Wednesday, May 31, 2017

Pathways Through the Festival 3: Environment

Are We Stronger Than Winston?
"Where is the Environment?" asked Caroline Lucas yesterday.  She's quite right to challenge the major parties - neither of whom have said anything about this most crucial of issues during the current election campaign.  Across the Atlantic, it now seems that Donald Trump aims to withdraw from the Paris deal on climate change.  It's a scary moment, and no mistake.

This is the time when, more than ever, we need to be listening to the voices of indigenous people, who experience climate change at the front line on a daily basis.  Not only do they feel its effects particularly acutely - they also have long cultural traditions of living in close harmony with nature.  In indigenous cultures, you do not own the land but care for it - passing it on as a healthy inheritance to the future.  Now, more than ever, we need to be engaging with indigenous people as we try to find a way forward in our relationship with a damaged planet.
Reports from Standing Rock
ORIGINS 2017 has a range of inspiring and provocative events about indigenous ideas on the environment, beginning with REPORTS FROM STANDING ROCK on June 11 - a series of short films that show the realities of the protest and explore the depth of the Native American activists' passion to save their land and waters.  Trump's refusal to engage with indigenous protestors may yet prove to be his political undoing - his failure to engage with environmental issues is certainly very dangerous for us all.
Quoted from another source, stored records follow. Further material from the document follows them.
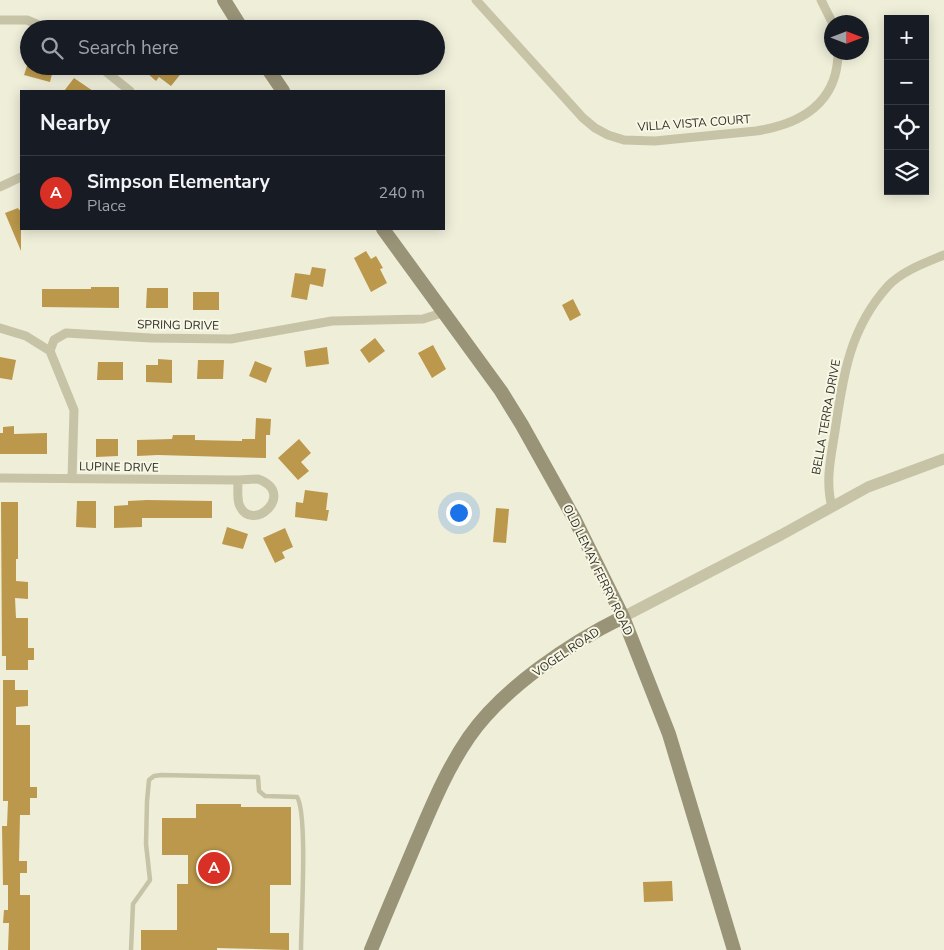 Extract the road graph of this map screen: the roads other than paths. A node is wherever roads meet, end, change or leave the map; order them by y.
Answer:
1 (224, 0) edge
2 (476, 0) edge
3 (821, 0) edge
4 (828, 15) edge
5 (0, 20) edge
6 (20, 20) edge
7 (236, 20) edge
8 (837, 60) edge
9 (110, 75) edge
10 (272, 75) edge
11 (129, 90) edge
12 (282, 90) edge
13 (20, 177) edge
14 (0, 187) edge
15 (384, 230) edge
16 (944, 255) edge
17 (445, 312) junction
18 (0, 328) edge
19 (50, 351) junction
20 (944, 459) edge
21 (0, 478) edge
22 (72, 479) junction
23 (238, 480) junction
24 (832, 507) junction
25 (623, 617) junction
26 (131, 950) edge
27 (301, 950) edge
28 (370, 950) edge
29 (734, 950) edge

1 - 7 main road
2 - 8 street, VILLA VISTA COURT
3 - 4 street
5 - 6 street
9 - 11 street
10 - 12 main road
13 - 14 street
15 - 17 main road, OLD LEMAY FERRY ROAD
16 - 24 street, BELLA TERRA DRIVE
17 - 19 street, SPRING DRIVE
17 - 25 main road, OLD LEMAY FERRY ROAD
18 - 19 street
19 - 22 street
20 - 24 street, VOGEL ROAD
21 - 22 street, LUPINE DRIVE
22 - 23 street, LUPINE DRIVE
23 - 23 street
24 - 25 street, VOGEL ROAD
25 - 28 main road, VOGEL ROAD
25 - 29 main road, OLD LEMAY FERRY ROAD
26 - 27 lane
Are We Stronger than Winston?
Just how dangerous is shown in ARE WE STRONGER THAN WINSTON? by VOU Dance Company from Fiji, performing at The Place on June 23 and 24.  Winston was the cyclone that hit Fiji in February 2016: the worst recorded tropical storm in the history of the South Pacific, killing 42 people and causing tens of thousands to flee their homes. In the words of the choreographer, Navitalai Waqavotuwale: "Soon the house that once sheltered us, now threatened our very lives as it collapsed in shreds around us. Soon the ocean that once fed us came pounding at our doors demanding our breath. Soon the wind that once rippled through our children's hair and carried their voices homeward, snatched them from our very arms and hauled them beyond the horizon where their voices were heard no more. And soon, mothers were burying their children, and children were burying their mothers."
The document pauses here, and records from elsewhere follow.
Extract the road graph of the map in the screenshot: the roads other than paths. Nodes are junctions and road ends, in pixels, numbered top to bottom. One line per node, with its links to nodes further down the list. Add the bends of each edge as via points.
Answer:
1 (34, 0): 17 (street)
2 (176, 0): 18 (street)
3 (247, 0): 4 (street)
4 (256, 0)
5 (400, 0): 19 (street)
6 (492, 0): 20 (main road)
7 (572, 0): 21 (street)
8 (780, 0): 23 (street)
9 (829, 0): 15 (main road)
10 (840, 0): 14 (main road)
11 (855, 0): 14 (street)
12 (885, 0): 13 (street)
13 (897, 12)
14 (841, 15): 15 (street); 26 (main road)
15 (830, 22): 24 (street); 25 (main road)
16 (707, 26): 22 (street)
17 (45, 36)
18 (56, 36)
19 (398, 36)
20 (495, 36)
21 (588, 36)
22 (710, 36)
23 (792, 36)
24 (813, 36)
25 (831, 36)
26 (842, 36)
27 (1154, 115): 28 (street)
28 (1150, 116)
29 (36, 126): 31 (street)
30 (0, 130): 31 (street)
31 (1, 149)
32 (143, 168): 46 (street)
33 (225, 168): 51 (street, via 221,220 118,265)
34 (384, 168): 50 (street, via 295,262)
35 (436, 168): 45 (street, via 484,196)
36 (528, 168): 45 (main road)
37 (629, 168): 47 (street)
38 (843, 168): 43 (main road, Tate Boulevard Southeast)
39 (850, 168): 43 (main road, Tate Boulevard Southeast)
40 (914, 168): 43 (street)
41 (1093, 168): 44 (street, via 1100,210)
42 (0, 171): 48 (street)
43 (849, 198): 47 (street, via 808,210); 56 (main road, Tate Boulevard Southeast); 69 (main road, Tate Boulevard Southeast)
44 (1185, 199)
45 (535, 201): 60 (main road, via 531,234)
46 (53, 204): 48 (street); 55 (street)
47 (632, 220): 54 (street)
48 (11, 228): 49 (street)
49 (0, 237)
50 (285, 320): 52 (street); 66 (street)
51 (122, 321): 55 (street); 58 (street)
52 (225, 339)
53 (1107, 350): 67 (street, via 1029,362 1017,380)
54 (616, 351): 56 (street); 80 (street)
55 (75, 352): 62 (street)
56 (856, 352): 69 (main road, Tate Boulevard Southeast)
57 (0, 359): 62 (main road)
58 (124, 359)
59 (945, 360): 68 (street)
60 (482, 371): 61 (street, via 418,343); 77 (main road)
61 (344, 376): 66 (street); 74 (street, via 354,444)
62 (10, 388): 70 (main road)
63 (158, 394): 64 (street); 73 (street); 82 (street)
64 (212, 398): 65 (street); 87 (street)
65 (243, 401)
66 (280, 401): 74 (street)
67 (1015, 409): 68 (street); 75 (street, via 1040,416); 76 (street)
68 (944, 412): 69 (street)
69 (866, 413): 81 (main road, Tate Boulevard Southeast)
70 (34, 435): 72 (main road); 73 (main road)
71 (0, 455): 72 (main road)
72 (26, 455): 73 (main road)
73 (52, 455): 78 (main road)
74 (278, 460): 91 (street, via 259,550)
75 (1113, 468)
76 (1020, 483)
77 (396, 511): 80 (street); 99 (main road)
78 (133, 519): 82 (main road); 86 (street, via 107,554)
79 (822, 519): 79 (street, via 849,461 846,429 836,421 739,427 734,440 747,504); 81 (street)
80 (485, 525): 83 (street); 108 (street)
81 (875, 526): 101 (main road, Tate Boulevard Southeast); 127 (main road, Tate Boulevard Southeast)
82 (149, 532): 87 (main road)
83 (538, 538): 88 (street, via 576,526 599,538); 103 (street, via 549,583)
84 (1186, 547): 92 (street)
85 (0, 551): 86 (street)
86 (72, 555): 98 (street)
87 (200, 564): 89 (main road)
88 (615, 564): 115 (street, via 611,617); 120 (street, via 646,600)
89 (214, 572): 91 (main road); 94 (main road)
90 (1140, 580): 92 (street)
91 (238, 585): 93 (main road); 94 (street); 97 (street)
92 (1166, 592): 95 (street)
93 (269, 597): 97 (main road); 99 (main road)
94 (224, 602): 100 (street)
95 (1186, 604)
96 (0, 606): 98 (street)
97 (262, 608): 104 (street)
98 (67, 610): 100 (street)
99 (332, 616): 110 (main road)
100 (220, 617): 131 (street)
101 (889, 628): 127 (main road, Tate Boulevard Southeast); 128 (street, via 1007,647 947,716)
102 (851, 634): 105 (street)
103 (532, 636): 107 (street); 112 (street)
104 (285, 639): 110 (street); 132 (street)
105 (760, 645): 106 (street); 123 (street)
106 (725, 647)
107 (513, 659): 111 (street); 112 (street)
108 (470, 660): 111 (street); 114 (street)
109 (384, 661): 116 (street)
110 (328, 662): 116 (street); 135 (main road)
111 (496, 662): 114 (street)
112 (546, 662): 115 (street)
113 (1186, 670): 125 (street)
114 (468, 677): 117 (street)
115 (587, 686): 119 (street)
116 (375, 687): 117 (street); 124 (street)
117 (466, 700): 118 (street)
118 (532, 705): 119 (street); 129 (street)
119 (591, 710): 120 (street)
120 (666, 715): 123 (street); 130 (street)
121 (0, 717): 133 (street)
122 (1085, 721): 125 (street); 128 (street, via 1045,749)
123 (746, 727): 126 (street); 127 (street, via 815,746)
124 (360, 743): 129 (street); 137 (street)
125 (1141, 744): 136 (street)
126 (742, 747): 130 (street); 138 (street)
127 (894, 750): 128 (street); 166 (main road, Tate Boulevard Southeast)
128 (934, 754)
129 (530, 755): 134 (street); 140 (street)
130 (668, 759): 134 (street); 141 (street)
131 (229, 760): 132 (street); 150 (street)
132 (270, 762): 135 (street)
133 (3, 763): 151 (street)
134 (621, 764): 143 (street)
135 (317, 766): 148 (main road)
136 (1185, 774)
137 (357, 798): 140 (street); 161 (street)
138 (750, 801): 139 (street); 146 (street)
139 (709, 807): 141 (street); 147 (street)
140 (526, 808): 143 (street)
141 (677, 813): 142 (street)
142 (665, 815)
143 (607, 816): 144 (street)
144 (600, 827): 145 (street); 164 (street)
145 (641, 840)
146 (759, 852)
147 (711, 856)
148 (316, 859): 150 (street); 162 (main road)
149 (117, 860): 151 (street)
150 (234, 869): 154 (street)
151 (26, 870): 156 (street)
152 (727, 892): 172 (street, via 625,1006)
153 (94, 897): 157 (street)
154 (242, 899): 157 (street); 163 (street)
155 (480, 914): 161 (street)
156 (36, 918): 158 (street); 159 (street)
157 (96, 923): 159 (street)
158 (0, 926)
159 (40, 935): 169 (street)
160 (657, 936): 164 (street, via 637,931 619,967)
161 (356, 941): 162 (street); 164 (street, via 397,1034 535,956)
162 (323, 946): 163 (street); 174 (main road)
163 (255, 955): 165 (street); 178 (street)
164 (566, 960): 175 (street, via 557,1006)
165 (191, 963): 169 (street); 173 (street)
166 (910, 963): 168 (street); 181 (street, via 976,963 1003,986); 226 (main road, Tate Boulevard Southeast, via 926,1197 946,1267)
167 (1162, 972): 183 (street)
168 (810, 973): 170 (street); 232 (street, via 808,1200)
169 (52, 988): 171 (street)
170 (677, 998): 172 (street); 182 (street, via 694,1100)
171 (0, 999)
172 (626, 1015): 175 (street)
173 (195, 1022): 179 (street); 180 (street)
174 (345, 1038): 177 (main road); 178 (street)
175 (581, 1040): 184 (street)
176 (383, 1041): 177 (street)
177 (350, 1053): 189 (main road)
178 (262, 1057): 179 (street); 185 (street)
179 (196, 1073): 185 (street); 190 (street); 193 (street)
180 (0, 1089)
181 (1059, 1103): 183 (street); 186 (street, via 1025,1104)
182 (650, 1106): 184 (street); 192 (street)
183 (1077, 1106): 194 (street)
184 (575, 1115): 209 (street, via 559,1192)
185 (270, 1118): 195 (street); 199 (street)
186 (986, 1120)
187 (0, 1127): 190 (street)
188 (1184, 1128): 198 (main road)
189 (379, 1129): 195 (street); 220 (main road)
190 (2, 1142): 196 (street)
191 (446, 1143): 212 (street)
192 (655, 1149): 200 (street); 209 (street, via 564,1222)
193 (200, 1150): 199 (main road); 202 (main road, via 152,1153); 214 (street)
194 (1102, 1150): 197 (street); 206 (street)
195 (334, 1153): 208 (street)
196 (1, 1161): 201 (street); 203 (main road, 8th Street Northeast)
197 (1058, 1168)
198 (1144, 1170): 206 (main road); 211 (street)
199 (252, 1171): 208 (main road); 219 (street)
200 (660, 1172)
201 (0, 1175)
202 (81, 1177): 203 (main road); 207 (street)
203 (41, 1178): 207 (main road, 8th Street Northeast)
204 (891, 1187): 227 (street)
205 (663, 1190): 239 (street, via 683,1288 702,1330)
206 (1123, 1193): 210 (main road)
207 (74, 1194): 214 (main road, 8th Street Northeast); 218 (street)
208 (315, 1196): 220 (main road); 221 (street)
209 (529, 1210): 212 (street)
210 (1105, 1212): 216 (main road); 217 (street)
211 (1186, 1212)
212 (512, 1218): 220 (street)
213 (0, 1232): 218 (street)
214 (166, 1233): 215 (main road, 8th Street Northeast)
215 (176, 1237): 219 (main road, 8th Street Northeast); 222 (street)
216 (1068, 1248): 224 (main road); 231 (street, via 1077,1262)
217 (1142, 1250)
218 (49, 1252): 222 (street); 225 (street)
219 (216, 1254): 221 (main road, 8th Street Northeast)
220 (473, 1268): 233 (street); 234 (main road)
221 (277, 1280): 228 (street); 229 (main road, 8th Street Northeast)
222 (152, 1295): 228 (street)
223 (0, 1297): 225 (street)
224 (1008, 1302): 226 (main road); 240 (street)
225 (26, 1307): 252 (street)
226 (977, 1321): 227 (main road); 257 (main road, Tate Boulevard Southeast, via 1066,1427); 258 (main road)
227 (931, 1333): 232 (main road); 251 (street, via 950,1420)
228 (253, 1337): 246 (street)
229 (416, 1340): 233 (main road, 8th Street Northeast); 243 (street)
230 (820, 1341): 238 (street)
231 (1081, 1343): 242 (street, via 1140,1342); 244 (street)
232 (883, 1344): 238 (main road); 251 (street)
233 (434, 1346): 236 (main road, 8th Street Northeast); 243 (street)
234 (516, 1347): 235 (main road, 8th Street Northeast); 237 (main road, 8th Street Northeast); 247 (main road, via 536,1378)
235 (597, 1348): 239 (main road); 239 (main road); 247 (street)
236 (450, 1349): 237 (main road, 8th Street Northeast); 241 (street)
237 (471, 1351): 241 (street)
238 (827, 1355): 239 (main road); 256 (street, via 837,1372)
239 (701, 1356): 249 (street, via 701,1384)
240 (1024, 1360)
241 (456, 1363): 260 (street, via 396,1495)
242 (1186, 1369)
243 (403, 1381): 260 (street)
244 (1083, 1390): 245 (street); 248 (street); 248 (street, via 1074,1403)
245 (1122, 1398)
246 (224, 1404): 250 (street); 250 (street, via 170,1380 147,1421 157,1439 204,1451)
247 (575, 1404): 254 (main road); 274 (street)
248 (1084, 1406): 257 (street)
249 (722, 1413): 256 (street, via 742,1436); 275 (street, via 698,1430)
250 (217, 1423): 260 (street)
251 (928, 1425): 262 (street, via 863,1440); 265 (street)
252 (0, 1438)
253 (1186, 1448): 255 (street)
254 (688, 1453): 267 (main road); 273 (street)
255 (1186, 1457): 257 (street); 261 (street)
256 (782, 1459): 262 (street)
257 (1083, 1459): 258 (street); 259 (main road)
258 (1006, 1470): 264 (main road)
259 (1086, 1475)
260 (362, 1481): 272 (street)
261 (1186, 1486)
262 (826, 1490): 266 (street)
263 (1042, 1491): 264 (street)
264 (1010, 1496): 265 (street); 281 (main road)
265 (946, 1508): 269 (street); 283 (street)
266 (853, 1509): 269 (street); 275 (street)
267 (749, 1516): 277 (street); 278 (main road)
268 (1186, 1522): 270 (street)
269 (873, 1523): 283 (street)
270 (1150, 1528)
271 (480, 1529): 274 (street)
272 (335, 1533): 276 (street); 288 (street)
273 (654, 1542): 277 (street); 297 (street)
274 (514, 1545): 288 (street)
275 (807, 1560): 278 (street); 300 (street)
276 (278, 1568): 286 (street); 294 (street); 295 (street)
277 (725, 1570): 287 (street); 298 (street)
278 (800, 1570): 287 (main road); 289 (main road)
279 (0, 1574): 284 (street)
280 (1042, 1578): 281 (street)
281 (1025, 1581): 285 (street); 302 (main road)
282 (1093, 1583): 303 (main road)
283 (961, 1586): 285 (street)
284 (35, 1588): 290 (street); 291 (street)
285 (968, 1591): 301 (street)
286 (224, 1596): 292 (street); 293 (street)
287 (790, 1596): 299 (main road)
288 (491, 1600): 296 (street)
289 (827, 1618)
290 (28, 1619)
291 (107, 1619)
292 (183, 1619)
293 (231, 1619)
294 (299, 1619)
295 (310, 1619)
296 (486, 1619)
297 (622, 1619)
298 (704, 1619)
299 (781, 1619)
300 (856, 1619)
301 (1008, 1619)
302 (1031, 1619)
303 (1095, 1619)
Melissa Veszi as Poluknalai
A lighter but equally important take on climate change in the Pacific is offered in  Sani Muliaumaseali'i’s new musical for family audiences, BABA THE BAD BABOON.  In this version of a Polynesian folk tale, Baba is an experienced leader who assures the goddess Poluknalai, the supreme protector of animals and nature, that all will be well under his watch - leading to a dire loss of animals and ecology.
Angry Inuk
It's in the Arctic that the effects of climate change are probably most glaringly obvious, as the ice melts at astonishing speed.  Alethea Arnaquq-Baril's remarkable film ANGRY INUK, which has been winning audience awards at film festivals across the planet, is powered by fury at the world's failure to engage with the people who actually live in the Arctic - the Inuit themselves.  Their environmentally sustainable approach to seal hunting - using every part of a non-endangered species for food and clothing, and to give them traction in the global marketplace - is set in sharp contrast with the insanely wasteful approach of western interests in the Artic region.
Tanya Tagaq
So it seems only fitting that the last voice you will hear at ORIGINS this year is an Inuk voice - TANYA TAGAQ.  More than a traditional throat singer, Tanya seems to embody and to vocalise the Arctic landscape itself.  Her extraordinary improvised soundtrack to the silent "documentary" NANOOK OF THE NORTH is a staggering evocation of the beautiful and bare lands that sustain the planet - and that we are all too close to destroying.